=== ENTRIES PROVIDED ===

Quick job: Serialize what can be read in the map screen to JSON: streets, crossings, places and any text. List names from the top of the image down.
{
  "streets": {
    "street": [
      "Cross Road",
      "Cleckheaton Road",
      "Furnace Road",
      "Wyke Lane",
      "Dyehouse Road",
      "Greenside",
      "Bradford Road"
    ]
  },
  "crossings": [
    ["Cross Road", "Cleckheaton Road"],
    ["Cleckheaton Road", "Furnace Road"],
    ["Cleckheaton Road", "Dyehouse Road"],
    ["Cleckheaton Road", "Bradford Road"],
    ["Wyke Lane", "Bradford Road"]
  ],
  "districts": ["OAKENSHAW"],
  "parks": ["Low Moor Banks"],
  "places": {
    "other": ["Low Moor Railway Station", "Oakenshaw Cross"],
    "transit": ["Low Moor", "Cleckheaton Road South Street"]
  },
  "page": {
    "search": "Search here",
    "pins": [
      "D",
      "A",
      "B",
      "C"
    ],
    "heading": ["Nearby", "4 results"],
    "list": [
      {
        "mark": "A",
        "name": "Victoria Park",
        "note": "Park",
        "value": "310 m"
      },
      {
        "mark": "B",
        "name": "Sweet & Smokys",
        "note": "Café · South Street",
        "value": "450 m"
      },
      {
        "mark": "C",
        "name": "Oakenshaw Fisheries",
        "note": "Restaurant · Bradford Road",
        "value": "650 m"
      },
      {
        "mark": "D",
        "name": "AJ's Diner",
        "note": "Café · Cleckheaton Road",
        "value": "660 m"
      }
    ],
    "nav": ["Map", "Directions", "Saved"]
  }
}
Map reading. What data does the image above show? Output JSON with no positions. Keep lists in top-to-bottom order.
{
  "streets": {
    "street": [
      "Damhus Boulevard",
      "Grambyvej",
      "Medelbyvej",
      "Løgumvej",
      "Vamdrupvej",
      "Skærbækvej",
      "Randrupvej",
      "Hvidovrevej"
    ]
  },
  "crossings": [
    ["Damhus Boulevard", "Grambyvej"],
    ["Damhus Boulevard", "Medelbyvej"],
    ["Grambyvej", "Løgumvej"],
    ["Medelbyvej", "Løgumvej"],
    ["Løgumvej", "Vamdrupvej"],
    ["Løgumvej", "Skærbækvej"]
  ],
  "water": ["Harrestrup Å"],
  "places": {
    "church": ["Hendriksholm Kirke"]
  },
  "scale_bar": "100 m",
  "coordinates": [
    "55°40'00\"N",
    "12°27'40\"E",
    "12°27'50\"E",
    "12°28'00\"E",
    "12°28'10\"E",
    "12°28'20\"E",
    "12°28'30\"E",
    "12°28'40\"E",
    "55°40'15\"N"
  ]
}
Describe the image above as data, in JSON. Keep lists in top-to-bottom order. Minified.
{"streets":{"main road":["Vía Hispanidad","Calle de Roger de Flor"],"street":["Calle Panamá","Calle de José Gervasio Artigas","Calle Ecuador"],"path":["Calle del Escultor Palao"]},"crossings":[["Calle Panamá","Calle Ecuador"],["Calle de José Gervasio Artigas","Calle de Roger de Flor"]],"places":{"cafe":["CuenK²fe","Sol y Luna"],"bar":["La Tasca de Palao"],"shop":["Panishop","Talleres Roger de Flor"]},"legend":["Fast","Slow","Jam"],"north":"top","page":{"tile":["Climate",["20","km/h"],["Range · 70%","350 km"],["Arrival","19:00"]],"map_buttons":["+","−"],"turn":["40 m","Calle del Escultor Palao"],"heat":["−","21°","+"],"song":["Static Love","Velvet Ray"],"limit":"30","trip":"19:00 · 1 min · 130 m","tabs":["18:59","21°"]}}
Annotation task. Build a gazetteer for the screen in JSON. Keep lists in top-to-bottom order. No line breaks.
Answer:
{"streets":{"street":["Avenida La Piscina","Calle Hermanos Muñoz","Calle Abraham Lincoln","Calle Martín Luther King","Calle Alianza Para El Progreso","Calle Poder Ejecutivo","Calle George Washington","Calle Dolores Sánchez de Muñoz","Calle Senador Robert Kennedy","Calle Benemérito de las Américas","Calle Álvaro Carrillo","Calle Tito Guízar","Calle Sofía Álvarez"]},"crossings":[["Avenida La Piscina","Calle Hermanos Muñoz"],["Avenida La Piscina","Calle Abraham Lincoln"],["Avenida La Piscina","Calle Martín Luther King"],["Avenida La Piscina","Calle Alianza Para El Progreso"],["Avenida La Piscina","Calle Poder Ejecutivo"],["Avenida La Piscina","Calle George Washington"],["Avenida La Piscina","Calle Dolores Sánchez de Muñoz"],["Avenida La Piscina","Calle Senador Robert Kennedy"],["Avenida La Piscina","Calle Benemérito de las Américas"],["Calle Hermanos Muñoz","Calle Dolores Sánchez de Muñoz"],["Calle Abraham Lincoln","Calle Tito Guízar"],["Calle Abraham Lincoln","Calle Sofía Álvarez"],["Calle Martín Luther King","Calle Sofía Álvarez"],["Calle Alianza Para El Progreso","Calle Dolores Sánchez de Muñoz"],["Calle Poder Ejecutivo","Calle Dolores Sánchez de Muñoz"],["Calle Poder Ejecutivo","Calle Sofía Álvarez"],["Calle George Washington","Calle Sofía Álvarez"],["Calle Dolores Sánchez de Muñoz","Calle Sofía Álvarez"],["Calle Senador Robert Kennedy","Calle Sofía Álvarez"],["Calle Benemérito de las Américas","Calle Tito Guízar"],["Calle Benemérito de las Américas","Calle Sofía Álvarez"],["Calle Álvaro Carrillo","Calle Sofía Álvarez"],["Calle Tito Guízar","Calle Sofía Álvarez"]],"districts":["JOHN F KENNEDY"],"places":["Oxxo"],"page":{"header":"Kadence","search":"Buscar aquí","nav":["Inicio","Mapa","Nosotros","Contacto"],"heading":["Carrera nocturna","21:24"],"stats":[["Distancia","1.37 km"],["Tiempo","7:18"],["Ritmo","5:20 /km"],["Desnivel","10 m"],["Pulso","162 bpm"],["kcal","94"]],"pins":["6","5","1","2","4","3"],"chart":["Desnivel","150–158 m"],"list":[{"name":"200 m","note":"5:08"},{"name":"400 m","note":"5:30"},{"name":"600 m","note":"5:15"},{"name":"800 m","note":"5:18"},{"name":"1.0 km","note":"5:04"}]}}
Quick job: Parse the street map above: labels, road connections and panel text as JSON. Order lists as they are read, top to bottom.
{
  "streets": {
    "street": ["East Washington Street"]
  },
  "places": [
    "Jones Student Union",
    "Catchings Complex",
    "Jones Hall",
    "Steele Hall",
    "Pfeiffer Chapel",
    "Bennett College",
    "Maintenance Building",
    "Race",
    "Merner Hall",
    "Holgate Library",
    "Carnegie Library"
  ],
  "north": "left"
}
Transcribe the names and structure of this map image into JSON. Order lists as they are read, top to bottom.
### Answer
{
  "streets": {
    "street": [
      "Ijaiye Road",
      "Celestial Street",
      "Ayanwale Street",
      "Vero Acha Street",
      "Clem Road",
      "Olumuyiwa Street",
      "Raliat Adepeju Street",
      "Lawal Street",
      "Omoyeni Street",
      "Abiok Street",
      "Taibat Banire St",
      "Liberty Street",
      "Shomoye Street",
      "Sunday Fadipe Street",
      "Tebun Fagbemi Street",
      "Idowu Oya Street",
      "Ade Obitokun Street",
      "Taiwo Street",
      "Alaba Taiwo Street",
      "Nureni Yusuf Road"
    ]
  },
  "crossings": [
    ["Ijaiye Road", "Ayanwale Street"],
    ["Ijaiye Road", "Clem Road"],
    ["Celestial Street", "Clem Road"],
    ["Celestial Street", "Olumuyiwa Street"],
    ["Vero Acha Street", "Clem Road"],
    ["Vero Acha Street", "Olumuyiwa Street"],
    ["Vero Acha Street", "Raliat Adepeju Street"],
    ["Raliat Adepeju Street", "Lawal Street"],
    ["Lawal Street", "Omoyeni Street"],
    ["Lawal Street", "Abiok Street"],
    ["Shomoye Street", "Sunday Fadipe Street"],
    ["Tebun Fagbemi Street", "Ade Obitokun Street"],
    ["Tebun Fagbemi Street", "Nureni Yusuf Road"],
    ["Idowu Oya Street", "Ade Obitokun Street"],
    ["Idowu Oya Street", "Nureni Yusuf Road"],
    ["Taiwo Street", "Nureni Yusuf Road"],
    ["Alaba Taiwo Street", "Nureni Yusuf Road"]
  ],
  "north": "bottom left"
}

===

▸ **WHAT THE TASK ASKS**:
Count the lines of the records that include the word "Cleckheaton", please, and report the number alone.

▸ **COMPLETED TASK**:
7